Required action » Every line of the material below that holds the string "Dolne" should be copied.

Input material »
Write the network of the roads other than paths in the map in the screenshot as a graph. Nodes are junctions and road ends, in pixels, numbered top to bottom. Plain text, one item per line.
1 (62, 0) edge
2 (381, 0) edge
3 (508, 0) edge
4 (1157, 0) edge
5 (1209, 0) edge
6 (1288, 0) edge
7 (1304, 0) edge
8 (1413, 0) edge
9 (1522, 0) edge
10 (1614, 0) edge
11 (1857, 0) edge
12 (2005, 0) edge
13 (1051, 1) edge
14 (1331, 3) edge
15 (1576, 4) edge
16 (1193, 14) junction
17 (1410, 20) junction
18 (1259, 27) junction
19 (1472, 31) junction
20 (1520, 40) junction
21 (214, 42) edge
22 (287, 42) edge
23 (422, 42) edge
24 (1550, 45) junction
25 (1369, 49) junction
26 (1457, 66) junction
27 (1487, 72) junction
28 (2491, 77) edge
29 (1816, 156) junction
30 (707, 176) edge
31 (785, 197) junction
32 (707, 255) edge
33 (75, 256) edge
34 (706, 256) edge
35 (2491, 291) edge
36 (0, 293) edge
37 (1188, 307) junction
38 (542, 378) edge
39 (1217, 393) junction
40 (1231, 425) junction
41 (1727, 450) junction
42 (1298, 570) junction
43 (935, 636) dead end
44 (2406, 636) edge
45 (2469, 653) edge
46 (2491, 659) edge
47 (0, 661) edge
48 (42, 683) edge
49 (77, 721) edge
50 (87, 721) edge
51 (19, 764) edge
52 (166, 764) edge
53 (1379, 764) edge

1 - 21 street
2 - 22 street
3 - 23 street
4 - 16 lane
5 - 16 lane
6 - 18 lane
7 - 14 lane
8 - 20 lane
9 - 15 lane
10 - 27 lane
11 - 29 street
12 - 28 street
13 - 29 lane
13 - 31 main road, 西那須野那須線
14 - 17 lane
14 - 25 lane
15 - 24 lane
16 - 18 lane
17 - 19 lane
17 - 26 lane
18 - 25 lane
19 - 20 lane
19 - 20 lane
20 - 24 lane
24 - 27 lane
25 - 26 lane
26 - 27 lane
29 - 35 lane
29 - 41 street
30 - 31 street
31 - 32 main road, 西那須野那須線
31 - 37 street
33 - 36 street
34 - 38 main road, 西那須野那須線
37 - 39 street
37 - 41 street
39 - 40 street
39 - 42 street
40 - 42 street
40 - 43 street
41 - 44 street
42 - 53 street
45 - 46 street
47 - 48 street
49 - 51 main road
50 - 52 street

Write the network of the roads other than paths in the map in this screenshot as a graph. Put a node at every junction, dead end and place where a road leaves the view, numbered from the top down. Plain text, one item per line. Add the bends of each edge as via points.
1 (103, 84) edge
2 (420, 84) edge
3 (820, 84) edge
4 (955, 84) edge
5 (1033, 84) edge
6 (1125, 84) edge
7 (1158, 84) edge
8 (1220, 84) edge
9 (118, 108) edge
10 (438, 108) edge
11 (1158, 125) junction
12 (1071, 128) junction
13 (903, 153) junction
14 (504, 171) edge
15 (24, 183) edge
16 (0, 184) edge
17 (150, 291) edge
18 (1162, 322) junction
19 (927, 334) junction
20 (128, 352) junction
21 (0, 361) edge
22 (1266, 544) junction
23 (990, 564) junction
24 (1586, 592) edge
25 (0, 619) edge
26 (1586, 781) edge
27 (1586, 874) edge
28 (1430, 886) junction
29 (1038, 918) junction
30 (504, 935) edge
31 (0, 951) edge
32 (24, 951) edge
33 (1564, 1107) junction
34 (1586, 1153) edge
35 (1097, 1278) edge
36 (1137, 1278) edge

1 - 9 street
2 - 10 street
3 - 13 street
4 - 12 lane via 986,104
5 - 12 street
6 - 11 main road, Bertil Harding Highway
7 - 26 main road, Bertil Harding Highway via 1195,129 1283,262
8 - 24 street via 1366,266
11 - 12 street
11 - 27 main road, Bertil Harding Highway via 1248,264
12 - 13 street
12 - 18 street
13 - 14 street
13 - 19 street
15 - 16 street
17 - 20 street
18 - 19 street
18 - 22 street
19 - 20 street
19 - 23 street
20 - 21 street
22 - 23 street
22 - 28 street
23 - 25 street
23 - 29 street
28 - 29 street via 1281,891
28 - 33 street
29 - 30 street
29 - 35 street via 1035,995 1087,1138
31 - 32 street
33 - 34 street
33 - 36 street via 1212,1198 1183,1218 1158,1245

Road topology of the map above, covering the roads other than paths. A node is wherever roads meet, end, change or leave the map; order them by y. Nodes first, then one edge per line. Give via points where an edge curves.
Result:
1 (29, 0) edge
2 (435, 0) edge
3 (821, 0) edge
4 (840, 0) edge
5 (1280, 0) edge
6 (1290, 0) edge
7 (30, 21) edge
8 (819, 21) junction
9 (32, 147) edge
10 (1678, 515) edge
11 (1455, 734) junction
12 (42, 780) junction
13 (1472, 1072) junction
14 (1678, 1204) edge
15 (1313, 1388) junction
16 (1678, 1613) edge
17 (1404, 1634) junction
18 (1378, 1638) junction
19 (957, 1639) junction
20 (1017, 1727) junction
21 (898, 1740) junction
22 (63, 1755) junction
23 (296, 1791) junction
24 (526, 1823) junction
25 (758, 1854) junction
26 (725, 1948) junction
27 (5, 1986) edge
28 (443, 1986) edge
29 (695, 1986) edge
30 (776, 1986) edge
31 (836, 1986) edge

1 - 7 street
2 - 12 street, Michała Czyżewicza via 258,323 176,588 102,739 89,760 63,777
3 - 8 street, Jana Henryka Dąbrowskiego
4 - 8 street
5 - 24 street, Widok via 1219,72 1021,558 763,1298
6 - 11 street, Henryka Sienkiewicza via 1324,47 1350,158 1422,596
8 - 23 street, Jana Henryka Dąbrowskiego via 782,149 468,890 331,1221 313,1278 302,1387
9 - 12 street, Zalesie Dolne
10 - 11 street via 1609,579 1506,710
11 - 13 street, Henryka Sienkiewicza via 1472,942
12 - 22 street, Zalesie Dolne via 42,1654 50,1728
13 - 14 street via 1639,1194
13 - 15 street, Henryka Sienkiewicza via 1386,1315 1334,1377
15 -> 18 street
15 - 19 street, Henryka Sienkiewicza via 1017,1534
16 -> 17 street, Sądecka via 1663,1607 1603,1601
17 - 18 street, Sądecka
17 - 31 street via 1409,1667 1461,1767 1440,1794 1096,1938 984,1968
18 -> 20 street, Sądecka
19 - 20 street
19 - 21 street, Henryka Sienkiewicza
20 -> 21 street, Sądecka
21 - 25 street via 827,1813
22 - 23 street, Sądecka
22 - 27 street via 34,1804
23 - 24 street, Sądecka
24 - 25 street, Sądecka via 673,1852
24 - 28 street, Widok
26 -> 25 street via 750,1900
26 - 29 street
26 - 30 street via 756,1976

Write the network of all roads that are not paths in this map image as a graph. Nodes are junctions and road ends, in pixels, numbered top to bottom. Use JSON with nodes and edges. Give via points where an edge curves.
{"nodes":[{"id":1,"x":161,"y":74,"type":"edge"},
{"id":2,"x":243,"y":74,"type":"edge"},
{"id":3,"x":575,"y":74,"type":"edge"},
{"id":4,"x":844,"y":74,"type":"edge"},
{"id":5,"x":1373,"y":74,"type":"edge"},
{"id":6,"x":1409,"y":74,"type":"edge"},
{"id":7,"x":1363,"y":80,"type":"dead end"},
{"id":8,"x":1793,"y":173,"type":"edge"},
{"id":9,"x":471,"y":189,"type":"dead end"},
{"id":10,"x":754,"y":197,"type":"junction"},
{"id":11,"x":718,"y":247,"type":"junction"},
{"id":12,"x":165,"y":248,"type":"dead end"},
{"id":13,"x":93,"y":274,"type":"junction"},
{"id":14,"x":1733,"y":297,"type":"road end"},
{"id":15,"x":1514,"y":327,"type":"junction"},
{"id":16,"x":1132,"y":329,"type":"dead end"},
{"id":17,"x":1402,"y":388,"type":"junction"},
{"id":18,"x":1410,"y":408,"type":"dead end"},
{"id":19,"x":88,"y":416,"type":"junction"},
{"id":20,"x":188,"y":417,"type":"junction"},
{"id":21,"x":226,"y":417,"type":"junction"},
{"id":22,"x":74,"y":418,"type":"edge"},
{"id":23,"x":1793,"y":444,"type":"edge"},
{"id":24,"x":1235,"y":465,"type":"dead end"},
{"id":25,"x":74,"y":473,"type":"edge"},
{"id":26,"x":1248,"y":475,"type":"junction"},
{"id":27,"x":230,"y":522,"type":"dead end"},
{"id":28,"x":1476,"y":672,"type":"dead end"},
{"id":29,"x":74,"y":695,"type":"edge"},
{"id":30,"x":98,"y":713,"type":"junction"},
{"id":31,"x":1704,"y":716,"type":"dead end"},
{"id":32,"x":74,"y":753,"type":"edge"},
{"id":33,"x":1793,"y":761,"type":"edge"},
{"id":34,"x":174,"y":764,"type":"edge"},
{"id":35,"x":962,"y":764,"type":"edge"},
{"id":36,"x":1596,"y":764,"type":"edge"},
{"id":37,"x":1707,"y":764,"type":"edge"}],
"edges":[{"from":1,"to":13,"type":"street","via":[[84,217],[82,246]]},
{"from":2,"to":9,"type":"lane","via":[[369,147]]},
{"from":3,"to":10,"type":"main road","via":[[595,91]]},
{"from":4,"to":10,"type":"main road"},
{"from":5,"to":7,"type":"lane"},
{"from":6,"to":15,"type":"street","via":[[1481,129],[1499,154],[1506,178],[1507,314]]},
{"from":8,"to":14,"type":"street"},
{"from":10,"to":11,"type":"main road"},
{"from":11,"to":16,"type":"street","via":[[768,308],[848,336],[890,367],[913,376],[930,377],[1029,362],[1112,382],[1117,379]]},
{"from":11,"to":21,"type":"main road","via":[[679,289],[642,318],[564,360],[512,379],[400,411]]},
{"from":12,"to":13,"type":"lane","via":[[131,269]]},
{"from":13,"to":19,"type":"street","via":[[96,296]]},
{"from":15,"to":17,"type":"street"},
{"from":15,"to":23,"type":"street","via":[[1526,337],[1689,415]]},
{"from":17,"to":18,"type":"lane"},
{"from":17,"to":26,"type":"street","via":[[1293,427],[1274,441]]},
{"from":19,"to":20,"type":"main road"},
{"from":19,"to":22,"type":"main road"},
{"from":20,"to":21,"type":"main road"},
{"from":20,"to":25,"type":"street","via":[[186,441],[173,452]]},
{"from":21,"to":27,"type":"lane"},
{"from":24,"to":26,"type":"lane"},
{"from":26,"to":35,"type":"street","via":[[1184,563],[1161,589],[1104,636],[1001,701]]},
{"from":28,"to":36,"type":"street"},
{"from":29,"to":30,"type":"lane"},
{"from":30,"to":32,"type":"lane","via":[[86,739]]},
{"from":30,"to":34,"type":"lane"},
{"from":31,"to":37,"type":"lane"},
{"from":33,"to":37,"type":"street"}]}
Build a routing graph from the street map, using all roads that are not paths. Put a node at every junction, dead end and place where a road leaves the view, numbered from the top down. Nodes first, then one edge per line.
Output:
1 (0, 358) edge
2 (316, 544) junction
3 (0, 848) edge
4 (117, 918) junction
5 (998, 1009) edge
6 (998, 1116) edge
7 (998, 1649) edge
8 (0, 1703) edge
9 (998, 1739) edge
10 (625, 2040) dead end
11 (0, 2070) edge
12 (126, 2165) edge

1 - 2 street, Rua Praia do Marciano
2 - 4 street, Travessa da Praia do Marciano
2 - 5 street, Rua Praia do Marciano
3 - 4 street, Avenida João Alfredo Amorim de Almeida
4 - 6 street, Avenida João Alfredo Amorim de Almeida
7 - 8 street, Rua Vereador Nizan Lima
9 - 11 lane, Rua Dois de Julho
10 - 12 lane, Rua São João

Answer space »
9 - 12 street, Zalesie Dolne
12 - 22 street, Zalesie Dolne via 42,1654 50,1728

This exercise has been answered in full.